Employee engagement done right can unlock commercial value
Employees swamped with emails, texting and checking social media platforms on their phones 24 hours a day. Workers completing repetitive tasks hour in, hour out with little enthusiasm. The line between work and personal time blurring ever more. None of that would matter if employees weren’t absolutely vital to a company’s success.
Little wonder that CEOs today are embracing the term Employee Engagement as if it were new. It isn’t, of course. What’s new is the recognition that no relationship matters more in business than that between top executives and their employees. Gone are the days of Chainsaw Al, the days when ax-wielding executives boasted about the number of jobs they’d cut. Now top leaders understand that harmonious relations with investors and the media begin at home, with their own employees.
We believe it misses the point to think of employee engagement as a process, tool or methodology. The engaged employee is actually an outcome. Engaged employees are ones who conscientiously behave in ways that deliver extraordinary value to businesses and their customers.
Engagement is a behavior. This is good, because you can measure behavior. It can be defined, observed and its resulting outcomes tracked. Given that the required outcomes in every business are different, so too are the behaviors needed to achieve them. We’re not proposing any investigation into employee thoughts and feelings (although it can be useful to understand those as well). We’re looking at what employees actually do.
The best news about behavior is that it can be influenced. This fact is obvious to parents, teachers and coaches. It’s also obvious to casual observers of popular culture. We know that celebrities are role models for multitudes of fans. Are the leaders in your business role models for employees? Do they display the behaviors you want employees to copy?
This throws up some important questions for CEOs and other leaders.
1. Is internal communication the secret behind employee engagement?

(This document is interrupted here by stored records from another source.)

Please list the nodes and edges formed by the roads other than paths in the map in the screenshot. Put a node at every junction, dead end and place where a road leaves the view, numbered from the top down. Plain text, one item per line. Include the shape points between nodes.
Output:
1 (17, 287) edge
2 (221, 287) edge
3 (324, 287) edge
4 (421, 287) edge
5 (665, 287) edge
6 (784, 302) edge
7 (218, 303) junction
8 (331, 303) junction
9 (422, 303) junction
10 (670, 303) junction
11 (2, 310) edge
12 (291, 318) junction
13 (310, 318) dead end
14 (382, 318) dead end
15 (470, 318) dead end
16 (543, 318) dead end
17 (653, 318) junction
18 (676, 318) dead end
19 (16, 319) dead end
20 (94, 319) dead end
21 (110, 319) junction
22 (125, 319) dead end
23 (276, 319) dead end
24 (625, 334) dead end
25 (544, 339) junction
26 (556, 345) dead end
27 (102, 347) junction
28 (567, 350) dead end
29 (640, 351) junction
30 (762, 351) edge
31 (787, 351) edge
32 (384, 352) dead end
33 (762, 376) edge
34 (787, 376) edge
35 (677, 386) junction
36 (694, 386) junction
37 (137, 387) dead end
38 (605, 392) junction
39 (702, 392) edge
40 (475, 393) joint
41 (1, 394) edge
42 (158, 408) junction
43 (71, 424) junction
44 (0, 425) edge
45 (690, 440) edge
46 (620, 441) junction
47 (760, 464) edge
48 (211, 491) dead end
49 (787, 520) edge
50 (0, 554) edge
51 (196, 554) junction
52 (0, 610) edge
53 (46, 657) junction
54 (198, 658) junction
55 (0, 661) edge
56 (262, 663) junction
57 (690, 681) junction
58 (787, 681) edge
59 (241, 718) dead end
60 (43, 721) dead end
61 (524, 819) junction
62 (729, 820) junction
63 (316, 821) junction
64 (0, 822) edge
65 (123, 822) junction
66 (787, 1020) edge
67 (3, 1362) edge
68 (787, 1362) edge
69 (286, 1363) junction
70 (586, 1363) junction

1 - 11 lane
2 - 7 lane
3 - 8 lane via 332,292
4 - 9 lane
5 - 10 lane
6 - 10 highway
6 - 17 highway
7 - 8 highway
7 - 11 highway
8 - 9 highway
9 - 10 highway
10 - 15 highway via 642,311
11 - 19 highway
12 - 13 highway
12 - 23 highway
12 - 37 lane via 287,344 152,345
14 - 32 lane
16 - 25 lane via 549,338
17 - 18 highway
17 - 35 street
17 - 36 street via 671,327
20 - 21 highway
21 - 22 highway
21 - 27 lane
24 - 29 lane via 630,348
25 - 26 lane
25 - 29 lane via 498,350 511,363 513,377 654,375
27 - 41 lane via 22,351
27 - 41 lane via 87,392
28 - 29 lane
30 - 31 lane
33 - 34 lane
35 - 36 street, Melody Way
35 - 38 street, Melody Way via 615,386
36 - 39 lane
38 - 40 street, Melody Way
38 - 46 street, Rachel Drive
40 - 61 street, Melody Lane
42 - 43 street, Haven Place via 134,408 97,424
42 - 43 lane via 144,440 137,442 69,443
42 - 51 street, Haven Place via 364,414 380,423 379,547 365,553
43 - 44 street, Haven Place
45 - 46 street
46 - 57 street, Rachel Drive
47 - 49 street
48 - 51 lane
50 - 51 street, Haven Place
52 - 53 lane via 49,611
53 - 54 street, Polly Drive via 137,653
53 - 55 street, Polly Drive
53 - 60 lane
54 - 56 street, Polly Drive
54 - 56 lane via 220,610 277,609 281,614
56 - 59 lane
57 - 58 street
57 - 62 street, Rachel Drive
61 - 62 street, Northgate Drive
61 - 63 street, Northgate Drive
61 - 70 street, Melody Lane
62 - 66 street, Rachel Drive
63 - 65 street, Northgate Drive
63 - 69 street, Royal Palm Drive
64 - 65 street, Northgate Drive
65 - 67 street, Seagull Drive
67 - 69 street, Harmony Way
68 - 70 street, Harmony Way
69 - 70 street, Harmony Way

No. When a CEO asks, “How can we better communicate our strategy?” what she actually means is, “How can we better inspire employees to do the things that will execute our strategy?”
Achieving that goal requires more than effective internal communications. Efforts to engage employees should include models of leadership not only at the top but throughout the organization, supported by a culture that appreciates individuals, recognizes and takes full advantage of their talents and shows concern about their overall experience. There should also be a strong link to what management says internally and what it is saying to the media and investors. Now more than ever, employees see and read external communications with a skeptical eye, searching for inconsistencies. While good internal communication is always a feature of employee engagement, the two are not synonymous.
2. Should we start with the message?
That’s the standard approach for most internal comms-focused employee engagement campaigns. But we believe you should start with your desired outcomes and work back from there. What is it you need to achieve? What do employees need to do to deliver that? And what will influence them to behave in that way? Then build your engagement programs around those drivers.
Maybe you need to think about reward and recognition differently. Maybe you need to look at the systems and tools employees use to do their jobs. Maybe you need to improve management or leader capability. Or maybe it’s something else entirely.